■ **Goal of the exercise**: Each line of the records has to be copied exactly, though the pictures must be left out.

(Collected data entries)
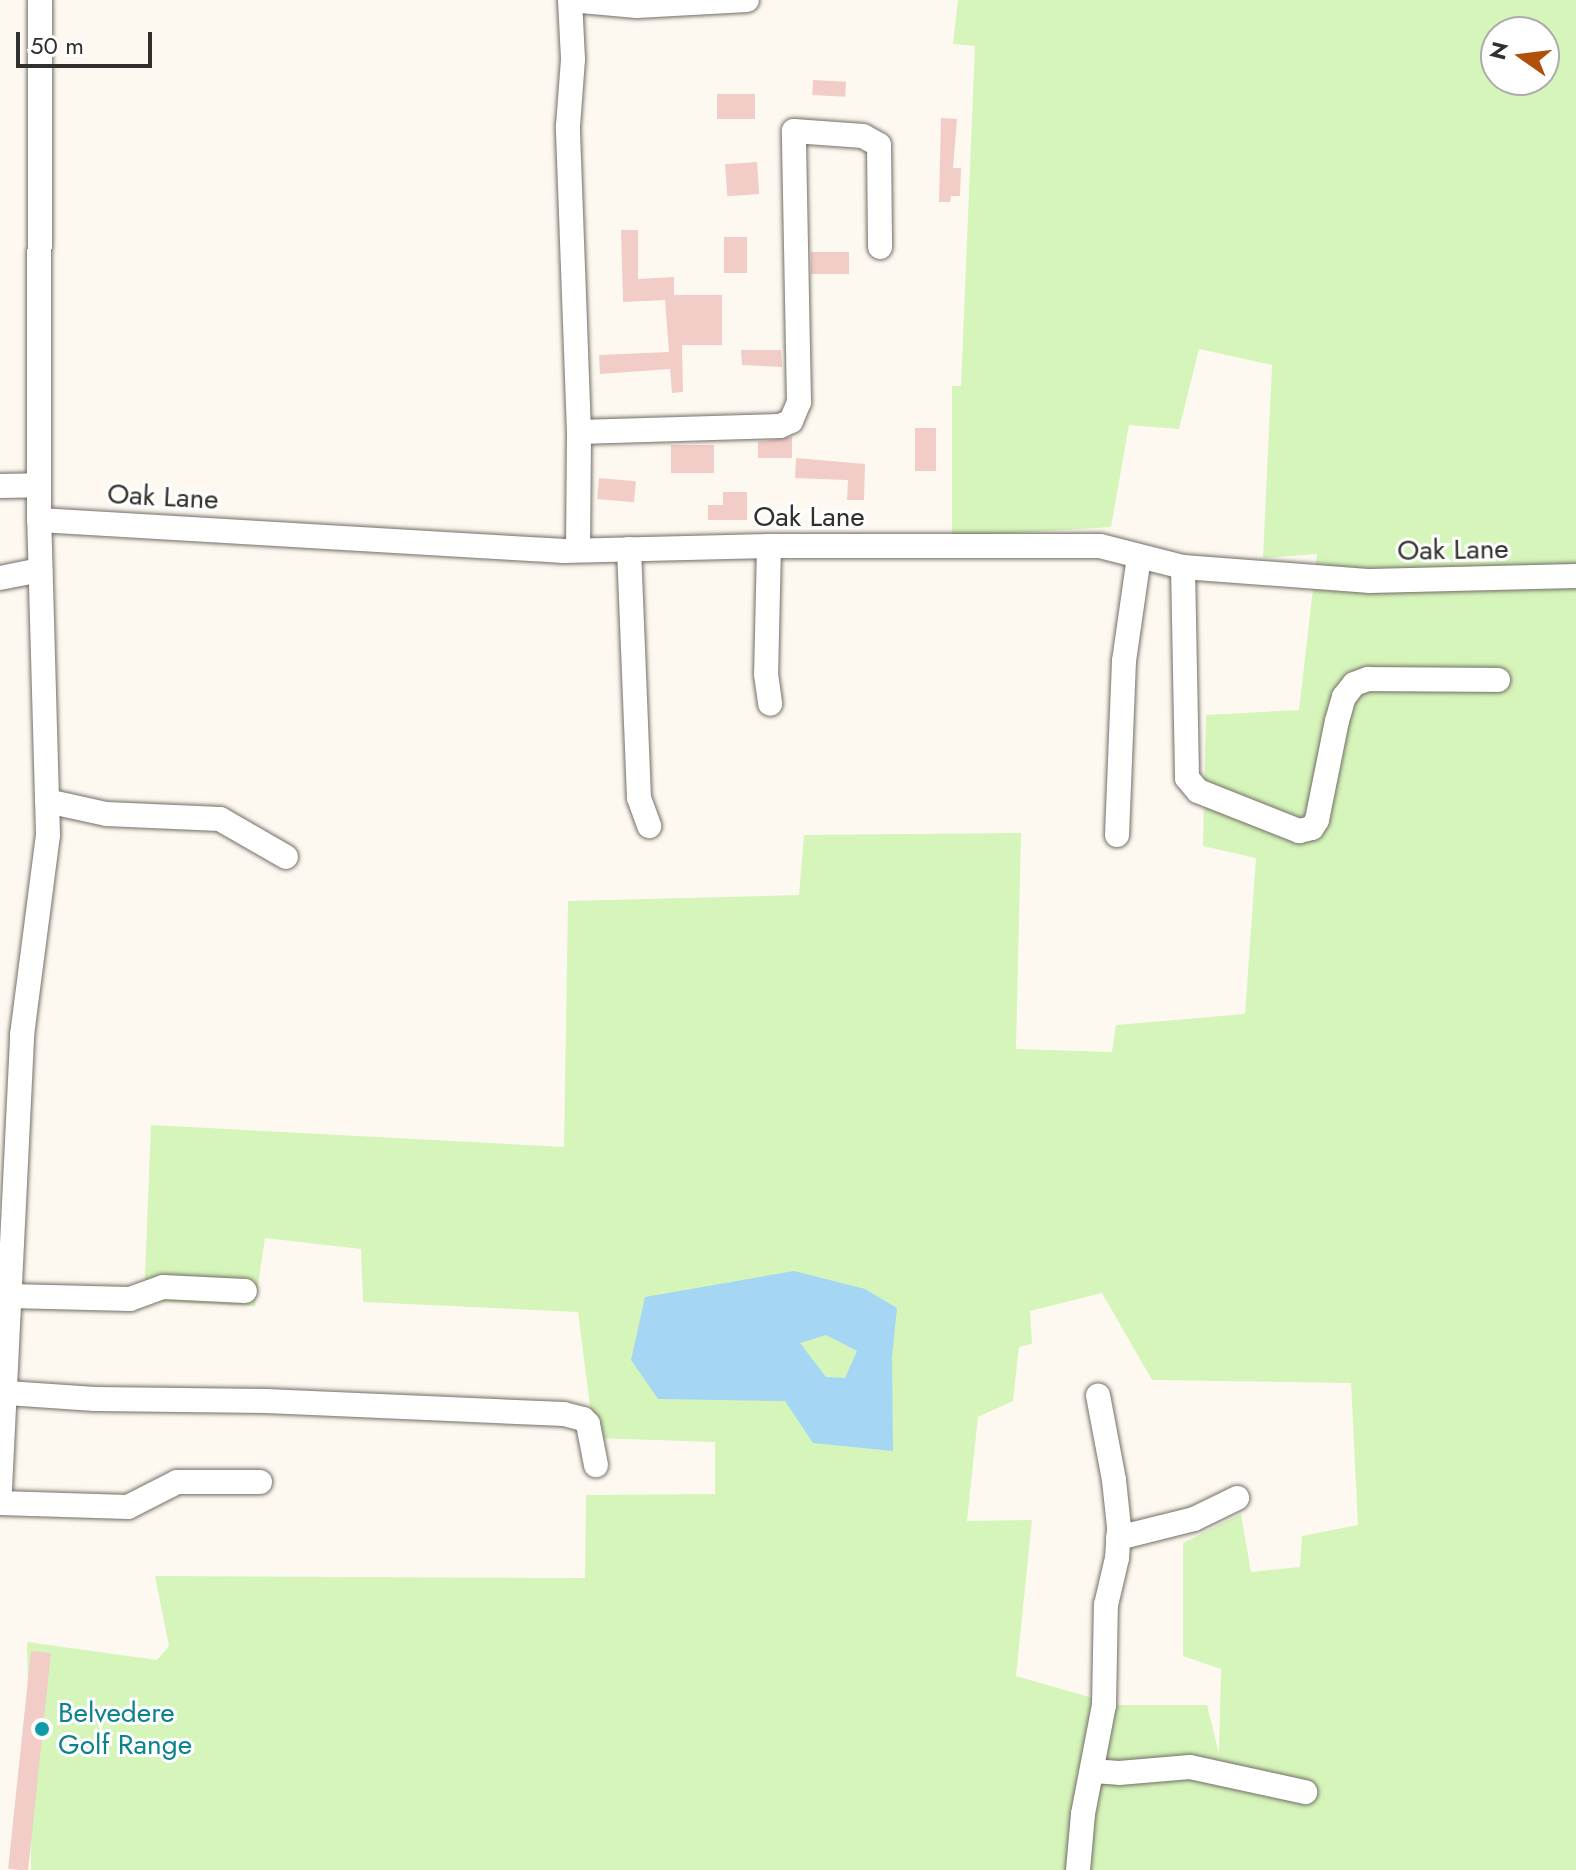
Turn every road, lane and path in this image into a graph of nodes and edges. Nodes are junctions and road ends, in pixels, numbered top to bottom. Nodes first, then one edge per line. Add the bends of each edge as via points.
1 (40, 0) edge
2 (747, 0) edge
3 (880, 247) dead end
4 (579, 432) junction
5 (39, 485) junction
6 (0, 486) edge
7 (39, 520) junction
8 (769, 546) junction
9 (629, 549) junction
10 (578, 550) junction
11 (1139, 557) junction
12 (1183, 567) junction
13 (40, 570) junction
14 (1576, 576) edge
15 (0, 578) edge
16 (1498, 680) dead end
17 (770, 704) dead end
18 (47, 801) junction
19 (649, 826) dead end
20 (1117, 835) dead end
21 (286, 857) dead end
22 (9, 1093) edge
23 (245, 1291) dead end
24 (9, 1296) junction
25 (7, 1393) junction
26 (1098, 1395) dead end
27 (2, 1436) edge
28 (596, 1465) dead end
29 (260, 1482) dead end
30 (0, 1489) edge
31 (1237, 1498) dead end
32 (0, 1503) edge
33 (1118, 1538) junction
34 (1092, 1771) junction
35 (1305, 1792) dead end
36 (1078, 1870) edge

1 - 5 street
2 - 4 street via 637,6 570,0 570,264
3 - 4 street via 879,145 863,136 794,131 799,402 791,421 780,426
4 - 10 street
5 - 6 street
5 - 7 street
7 - 10 street, Oak Lane
7 - 13 street
8 - 9 street, Oak Lane
8 - 11 street, Oak Lane via 1100,546
8 - 17 street
9 - 10 street, Oak Lane
9 - 19 street via 639,798
11 - 12 street, Oak Lane
11 - 20 street via 1124,661
12 - 14 street, Oak Lane via 1370,581
12 - 16 street via 1187,778 1198,791 1299,831 1312,828 1317,820 1337,721 1354,684 1368,679
13 - 15 street
13 - 18 street
18 - 21 street via 106,814 220,819
18 - 22 street via 48,835
22 - 24 street
23 - 24 street via 163,1287 130,1299
24 - 25 street
25 - 27 street
25 - 28 street via 564,1414 588,1424
26 - 33 street via 1114,1480
27 - 30 street
29 - 32 street via 177,1482 128,1507
31 - 33 street via 1194,1519
33 - 34 street via 1106,1605 1104,1705
34 - 35 street via 1190,1767
34 - 36 street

■ **Output below**:
Turn every road, lane and path in this image into a graph of nodes and edges. Nodes are junctions and road ends, in pixels, numbered top to bottom. Nodes first, then one edge per line. Add the bends of each edge as via points.
1 (40, 0) edge
2 (747, 0) edge
3 (880, 247) dead end
4 (579, 432) junction
5 (39, 485) junction
6 (0, 486) edge
7 (39, 520) junction
8 (769, 546) junction
9 (629, 549) junction
10 (578, 550) junction
11 (1139, 557) junction
12 (1183, 567) junction
13 (40, 570) junction
14 (1576, 576) edge
15 (0, 578) edge
16 (1498, 680) dead end
17 (770, 704) dead end
18 (47, 801) junction
19 (649, 826) dead end
20 (1117, 835) dead end
21 (286, 857) dead end
22 (9, 1093) edge
23 (245, 1291) dead end
24 (9, 1296) junction
25 (7, 1393) junction
26 (1098, 1395) dead end
27 (2, 1436) edge
28 (596, 1465) dead end
29 (260, 1482) dead end
30 (0, 1489) edge
31 (1237, 1498) dead end
32 (0, 1503) edge
33 (1118, 1538) junction
34 (1092, 1771) junction
35 (1305, 1792) dead end
36 (1078, 1870) edge

1 - 5 street
2 - 4 street via 637,6 570,0 570,264
3 - 4 street via 879,145 863,136 794,131 799,402 791,421 780,426
4 - 10 street
5 - 6 street
5 - 7 street
7 - 10 street, Oak Lane
7 - 13 street
8 - 9 street, Oak Lane
8 - 11 street, Oak Lane via 1100,546
8 - 17 street
9 - 10 street, Oak Lane
9 - 19 street via 639,798
11 - 12 street, Oak Lane
11 - 20 street via 1124,661
12 - 14 street, Oak Lane via 1370,581
12 - 16 street via 1187,778 1198,791 1299,831 1312,828 1317,820 1337,721 1354,684 1368,679
13 - 15 street
13 - 18 street
18 - 21 street via 106,814 220,819
18 - 22 street via 48,835
22 - 24 street
23 - 24 street via 163,1287 130,1299
24 - 25 street
25 - 27 street
25 - 28 street via 564,1414 588,1424
26 - 33 street via 1114,1480
27 - 30 street
29 - 32 street via 177,1482 128,1507
31 - 33 street via 1194,1519
33 - 34 street via 1106,1605 1104,1705
34 - 35 street via 1190,1767
34 - 36 street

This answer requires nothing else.